Basis periods: Government commits to explore further easements

15 Feb 2022

The Government has accepted recommendations from a House of Lords sub-committee that it should reassess the compliance costs of basis period reform and consider further mitigations to the additional tax liabilities that the reform will generate.

The announcement came in the Government’s response (published 2 February) to the House of Lords Finance Bill Sub-Committee’s December report on basis period reform and uncertain tax treatment. In addition to accepting two of the sub-committee’s recommendations the Government have partly accepted a further six, including promising to inform businesses of overlap figures HMRC hold where they have them, and looking into the feasibility of reconstructing overlap figures where records are not held.

However the Government has rejected recommendations from the sub-committee that Making Tax Digital for Income Tax should be further deferred for some taxpayers, that all consultations involving a significant reform of the tax system should begin at Stage 1, and that the Government should commission an independent report on HMRC customer service levels and capacity.

The Lords report had cited CIOT, ATT and LITRG evidence extensively (in 42 places in total, excluding footnotes), including on a number of the areas where the Government has given a positive response to the recommendations.

Government responses to the sub-committee’s recommendations

Basis period reform

Recommendation 1: Estimation and apportionment (ACCEPTED)

The sub-committee said: “When this work [on apportionment and estimation] is completed, but before final decisions are reached about the way forward, we recommend a reassessment of the additional compliance costs which businesses in this position will bear as a result of the reform.” (paragraph 34)

The Government says: “The Government accepts this recommendation… [T]he Government is planning to explore the issue of provisional figures with stakeholders and will consider whether and how to introduce further easements. This engagement is planned to start in late February 2022, with a decision on whether and how to introduce an easement following by autumn 2022. Further insight into the costs to businesses of provisional figures and the administrative savings of potential easements will be gained through planned engagement with businesses and stakeholders over the coming months. After this engagement, the Government will reassess the administrative costs and savings to businesses of basis period reform under the options being considered.”

Commentary: The sub-committee drew heavily on evidence from CIOT, LITRG and ATT in concluding that the Government had failed to adequately think through the difficulties that estimation and apportionment of profits pose for businesses unable to align their accounting periods with the tax year. It is very welcome that the Government will be engaging with ourselves and other stakeholders on these issues over the course of this year, and that it will in due course reassess the costs and savings of this reform.

Recommendation 2: Overlap relief (PARTLY ACCEPTED)

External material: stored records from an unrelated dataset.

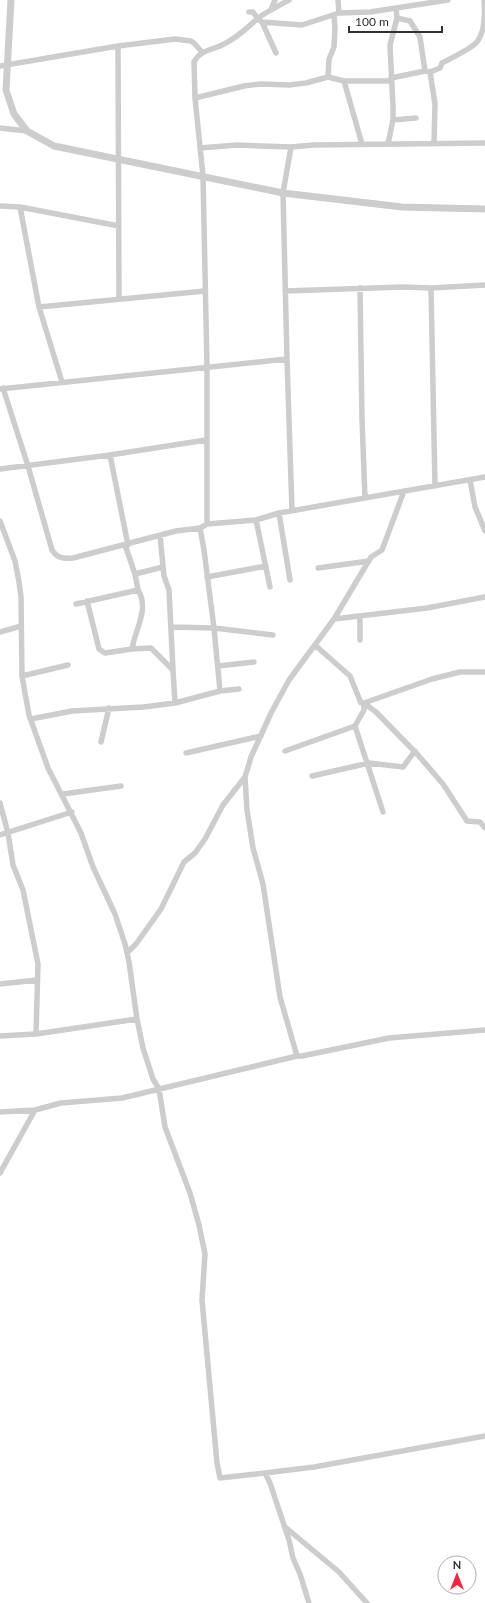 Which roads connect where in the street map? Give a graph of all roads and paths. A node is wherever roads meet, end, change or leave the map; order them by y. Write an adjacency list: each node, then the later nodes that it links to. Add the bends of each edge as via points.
1 (11, 0): 17 (street)
2 (275, 0): 8 (street)
3 (289, 0): 8 (street)
4 (338, 0): 10 (street)
5 (448, 0): 7 (street)
6 (484, 0): 13 (street)
7 (396, 8): 10 (street); 11 (street)
8 (271, 10): 12 (street)
9 (249, 12): 12 (street, via 253,12)
10 (336, 14): 12 (street, via 302,25); 19 (street, via 334,47 329,59)
11 (398, 18): 18 (street, via 410,21 420,37); 20 (street, via 390,45)
12 (260, 21): 15 (street, via 223,44); 16 (street)
13 (483, 36): 18 (street, via 477,43 442,63 440,68)
14 (118, 46): 15 (street, via 162,40 186,40 194,43); 17 (street); 33 (street)
15 (202, 52): 22 (street, via 194,62)
16 (276, 53)
17 (4, 65): 26 (street, via 6,90 14,114)
18 (427, 72): 20 (street); 27 (street, via 435,104)
19 (328, 77): 21 (street); 22 (street, via 289,85 244,86)
20 (391, 79): 21 (street); 24 (street)
21 (344, 81): 29 (street)
22 (195, 98): 32 (street)
23 (416, 118): 24 (street)
24 (393, 120): 30 (street)
25 (0, 128): 26 (street)
26 (27, 131): 33 (street, via 54,146)
27 (434, 143): 28 (street); 30 (street)
28 (485, 143)
29 (362, 144): 30 (street); 31 (street)
30 (388, 144)
31 (291, 147): 32 (street, via 237,145); 35 (street)
32 (200, 148): 34 (street)
33 (119, 159): 34 (street); 39 (street)
34 (203, 176): 35 (street); 43 (street)
35 (283, 193): 38 (street, via 402,207); 44 (street)
36 (0, 206): 37 (street)
37 (20, 207): 39 (street); 46 (street)
38 (485, 210)
39 (119, 226): 45 (street)
40 (485, 285): 42 (street)
41 (360, 288): 42 (street); 44 (street); 59 (street)
42 (431, 288): 57 (street)
43 (205, 291): 45 (street); 48 (street)
44 (285, 291): 47 (street)
45 (119, 300): 46 (street)
46 (39, 307): 49 (street)
47 (287, 359): 48 (street); 60 (street)
48 (207, 367): 49 (street); 51 (street)
49 (62, 382): 50 (street)
50 (1, 388): 53 (street)
51 (206, 440): 52 (street); 64 (street)
52 (110, 455): 53 (street); 68 (street)
53 (28, 466): 54 (street); 68 (street, via 52,550 58,557 73,558)
54 (0, 469)
55 (485, 477): 56 (street)
56 (470, 480): 57 (street); 66 (street, via 475,506)
57 (435, 486): 58 (street)
58 (404, 491): 59 (street); 69 (street, via 382,550)
59 (365, 498): 60 (street)
60 (292, 511): 61 (street)
61 (279, 513): 62 (street); 75 (street)
62 (256, 520): 64 (street); 70 (street)
63 (0, 521): 83 (street, via 20,582)
64 (207, 524): 65 (street)
65 (200, 528): 67 (street); 74 (street)
66 (485, 531)
67 (160, 536): 68 (street); 71 (street)
68 (127, 545): 73 (street)
69 (369, 561): 72 (street); 82 (street)
70 (266, 566): 74 (street); 76 (street)
71 (163, 567): 73 (street); 84 (street, via 169,590)
72 (318, 568)
73 (135, 574): 77 (street)
74 (207, 577): 85 (street)
75 (290, 580)
76 (270, 587)
77 (138, 590): 79 (street); 90 (street, via 143,598 141,620)
78 (485, 597): 81 (street, via 427,608)
79 (87, 601): 80 (street); 90 (street, via 99,649 105,654)
80 (76, 604)
81 (360, 616): 82 (street); 88 (street)
82 (334, 619): 89 (street)
83 (21, 626): 86 (street); 96 (street)
84 (171, 627): 85 (street); 94 (street)
85 (214, 628): 87 (street); 93 (street)
86 (0, 632)
87 (273, 635)
88 (360, 640)
89 (316, 646): 100 (street, via 350,676 361,703); 104 (street, via 290,680)
90 (132, 649): 94 (street, via 151,648)
91 (254, 662): 93 (street)
92 (68, 664): 96 (street)
93 (218, 666): 98 (street)
94 (173, 670): 99 (street)
95 (485, 672): 100 (street, via 460,672 432,679)
96 (22, 676): 102 (street)
97 (239, 689): 98 (street)
98 (220, 691): 99 (street)
99 (175, 703): 101 (street)
100 (364, 703): 103 (street, via 364,710); 107 (street)
101 (110, 708): 102 (street, via 72,711); 105 (street)
102 (31, 719): 113 (street, via 48,768)
103 (355, 726): 106 (street); 109 (street)
104 (261, 736): 108 (street); 111 (street)
105 (101, 742)
106 (285, 751)
107 (415, 752): 109 (street, via 403,767); 117 (street, via 443,784 467,821 480,822)
108 (186, 753)
109 (367, 763): 110 (street); 116 (street)
110 (312, 776)
111 (245, 777): 120 (street, via 223,805 195,853 184,862 161,909); 127 (street, via 253,848 263,884 280,997)
112 (121, 786): 113 (street)
113 (63, 794): 115 (street)
114 (0, 803): 118 (street)
115 (72, 812): 118 (street); 120 (street, via 93,867 115,914)
116 (383, 812)
117 (485, 828)
118 (8, 833): 119 (street); 121 (street, via 13,865 23,890 29,916 38,964)
119 (0, 835)
120 (128, 953): 123 (street)
121 (37, 980): 122 (street); 125 (street)
122 (0, 984)
123 (137, 1019): 125 (street); 128 (street, via 148,1065)
124 (485, 1030): 127 (street, via 389,1038)
125 (36, 1034): 126 (street)
126 (0, 1036)
127 (296, 1056): 128 (street)
128 (159, 1089): 129 (street, via 122,1098 60,1103); 133 (street, via 166,1127 190,1193 205,1254 202,1300 220,1478)
129 (35, 1110): 130 (street); 131 (street)
130 (0, 1112)
131 (0, 1174)
132 (485, 1436): 133 (street, via 314,1467)
133 (265, 1473): 134 (street)
134 (285, 1526): 135 (street); 136 (street, via 338,1572)
135 (309, 1603)
136 (367, 1603)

The sub-committee said:We recommend that by 5 April 2022 HMRC should commit publicly to providing details of overlap relief from their records for those businesses that need it and, where a specific record is not available, reconstruct the amount available from the information HMRC has.” (Paragraph 40)

The Government says: “The Government accepts this recommendation in part… The Government would like to inform businesses, if possible, of the figures that HMRC holds on overlap relief in advance of the basis period reform transition year of 2023-24. Where HMRC does not currently hold a specific record on the amount of overlap relief carried forward, it may be possible to identify overlap periods in past years’ tax returns and reconstruct a figure for overlap relief. HMRC is exploring the feasibility and resources required to provide reconstructed overlap relief figures before committing to provide these figures… The Government cannot commit to providing details of overlap relief and reconstructing amounts where a specific record is not available by 5 April 2022.”

Commentary: This is a positive move, largely in response to evidence provided to the committee by LITRG and CIOT. CIOT specifically said that a business or its agent should be able to obtain or check overlap figures with HMRC. LITRG emphasised the importance of this being done proactively. We hope that this will prove feasible.

Recommendation 3: Impact on tax liabilities (ACCEPTED)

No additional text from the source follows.